*WORK INSTRUCTIONS:*
Search the records for the line with "Please list the". Output that line and each line after it, exactly, and stop at the end; omit pictures.

Start of MATERIAL SUPPLIED

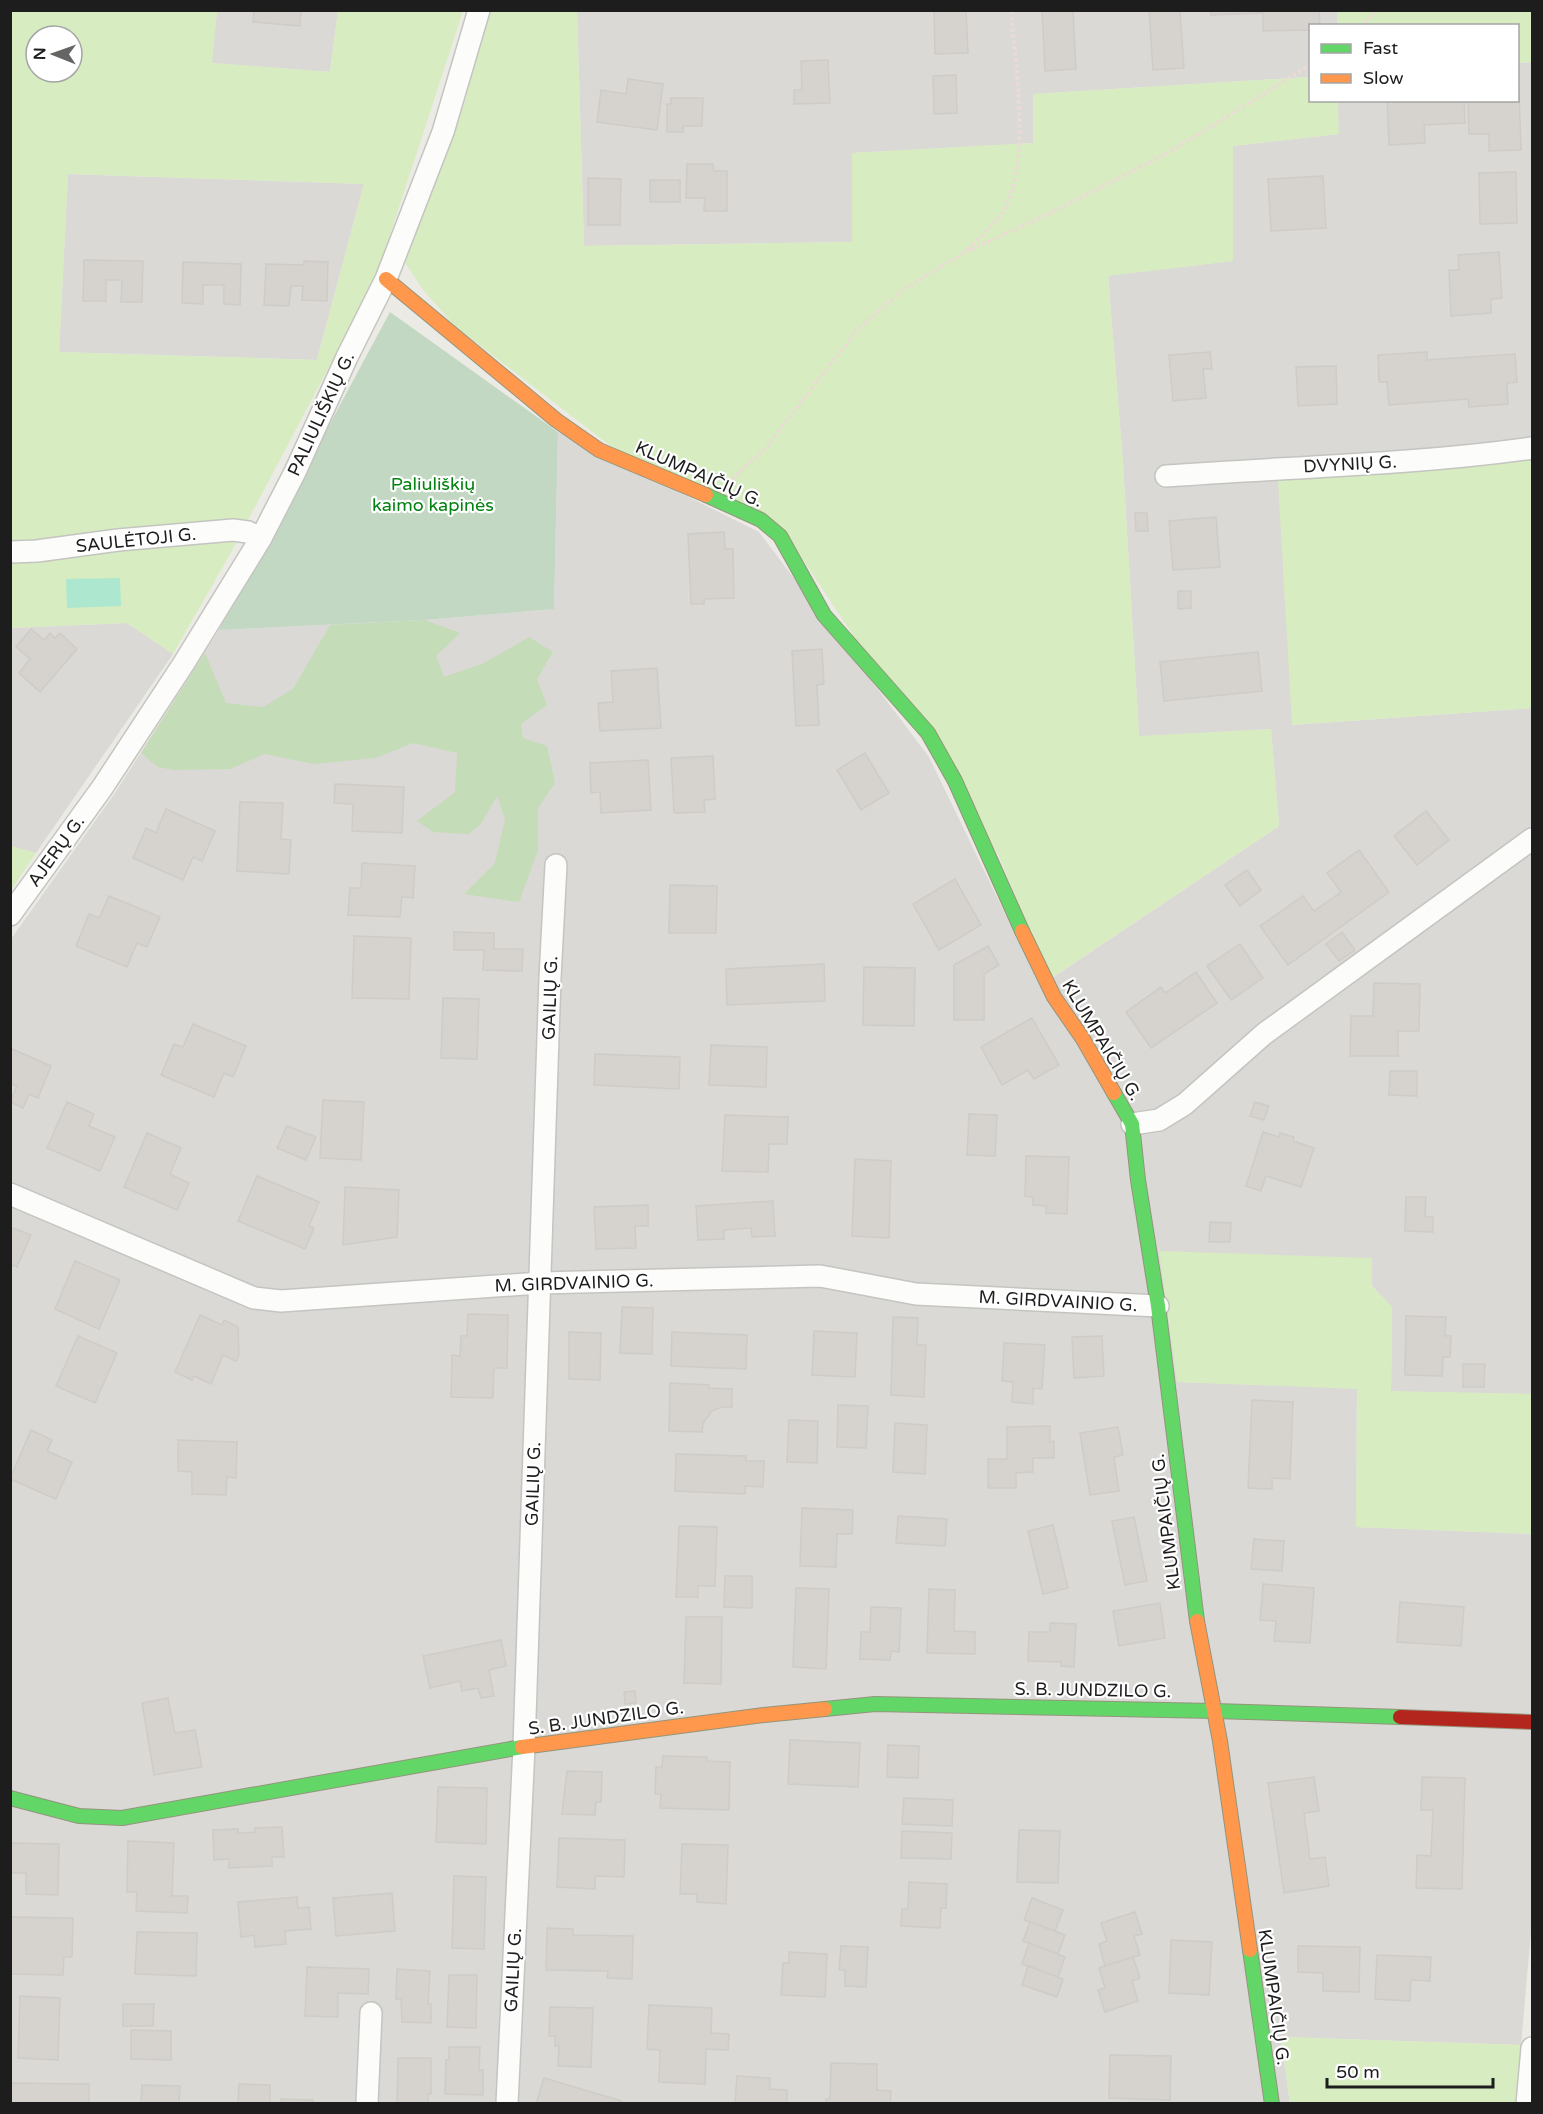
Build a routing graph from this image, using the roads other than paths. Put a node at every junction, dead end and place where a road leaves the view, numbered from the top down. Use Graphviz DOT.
graph roads {
  1 [pos="479,10"];
  2 [pos="386,279"];
  3 [pos="1533,448"];
  4 [pos="1166,476"];
  5 [pos="261,538"];
  6 [pos="10,552"];
  7 [pos="102,788"];
  8 [pos="1533,839"];
  9 [pos="556,865"];
  10 [pos="10,915"];
  11 [pos="1132,1124"];
  12 [pos="10,1194"];
  13 [pos="540,1283"];
  14 [pos="1158,1306"];
  15 [pos="1215,1711"];
  16 [pos="1533,1722"];
  17 [pos="524,1747"];
  18 [pos="10,1798"];
  19 [pos="371,2013"];
  20 [pos="1533,2048"];
  21 [pos="367,2103"];
  22 [pos="507,2103"];
  23 [pos="1272,2103"];
  24 [pos="1527,2103"];
  1 -- 2 [label="street, PALIULIŠKIŲ G."];
  2 -- 5 [label="street, PALIULIŠKIŲ G."];
  2 -- 11 [label="street, KLUMPAIČIŲ G."];
  3 -- 4 [label="street, DVYNIŲ G."];
  5 -- 6 [label="street, SAULĖTOJI G."];
  5 -- 7 [label="street, PALIULIŠKIŲ G."];
  7 -- 10 [label="street, AJERŲ G."];
  8 -- 11 [label="street"];
  9 -- 13 [label="street, GAILIŲ G."];
  11 -- 14 [label="street, KLUMPAIČIŲ G."];
  12 -- 13 [label="street, M. GIRDVAINIO G."];
  13 -- 14 [label="street, M. GIRDVAINIO G."];
  13 -- 17 [label="street, GAILIŲ G."];
  14 -- 15 [label="street, KLUMPAIČIŲ G."];
  15 -- 16 [label="street, S. B. JUNDZILO G."];
  15 -- 17 [label="street, S. B. JUNDZILO G."];
  15 -- 23 [label="street, KLUMPAIČIŲ G."];
  17 -- 18 [label="street, S. B. JUNDZILO G."];
  17 -- 22 [label="street, GAILIŲ G."];
  19 -- 21 [label="street"];
  20 -- 24 [label="street"];
}
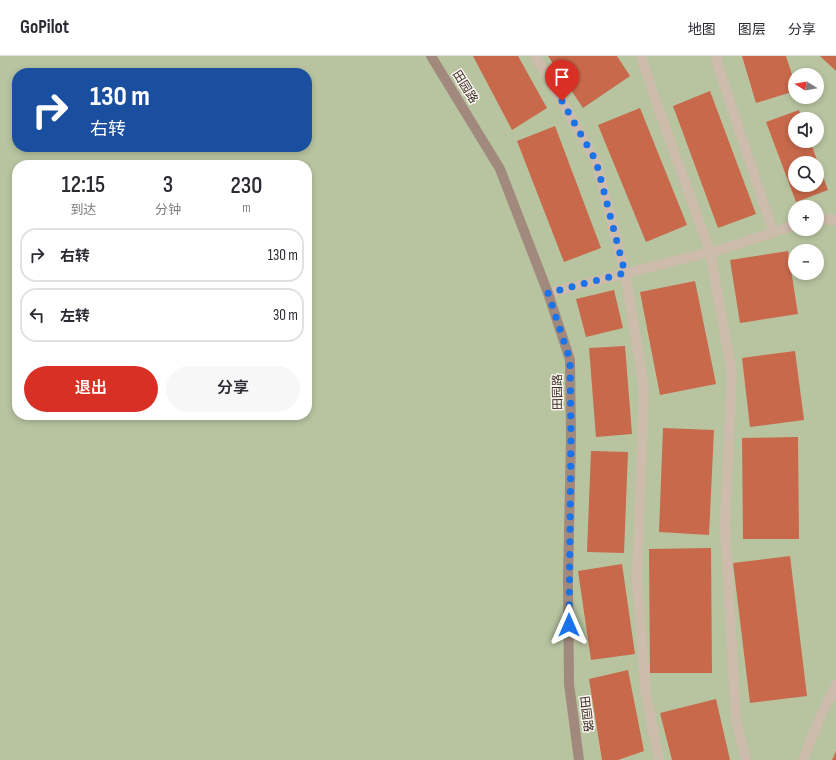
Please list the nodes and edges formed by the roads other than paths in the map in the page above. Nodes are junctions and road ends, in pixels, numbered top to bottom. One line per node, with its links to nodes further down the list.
1 (431, 56): 11 (street, 田园路)
2 (535, 56): 10 (street)
3 (642, 56): 9 (street)
4 (717, 56): 8 (street)
5 (824, 219): 6 (street)
6 (836, 220)
7 (788, 227): 8 (street)
8 (773, 232): 9 (street)
9 (710, 252): 10 (street); 15 (street)
10 (625, 273): 11 (street); 14 (street)
11 (548, 293): 13 (street, 田园路)
12 (836, 684): 16 (street)
13 (579, 760)
14 (659, 760)
15 (746, 760)
16 (803, 760)

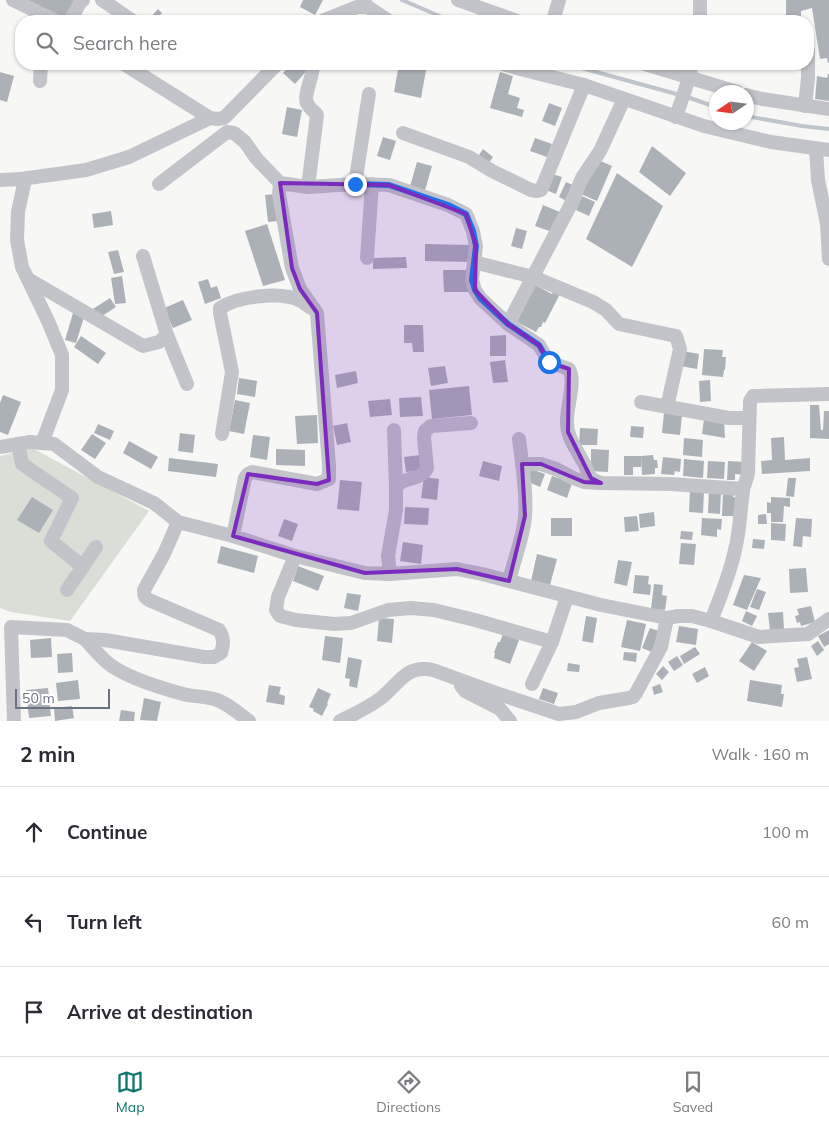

End of MATERIAL SUPPLIED

*RESPONSE TO THIS TASK:*
Please list the nodes and edges formed by the roads other than paths in the map in the page above. Nodes are junctions and road ends, in pixels, numbered top to bottom. One line per node, with its links to nodes further down the list.
1 (431, 56): 11 (street, 田园路)
2 (535, 56): 10 (street)
3 (642, 56): 9 (street)
4 (717, 56): 8 (street)
5 (824, 219): 6 (street)
6 (836, 220)
7 (788, 227): 8 (street)
8 (773, 232): 9 (street)
9 (710, 252): 10 (street); 15 (street)
10 (625, 273): 11 (street); 14 (street)
11 (548, 293): 13 (street, 田园路)
12 (836, 684): 16 (street)
13 (579, 760)
14 (659, 760)
15 (746, 760)
16 (803, 760)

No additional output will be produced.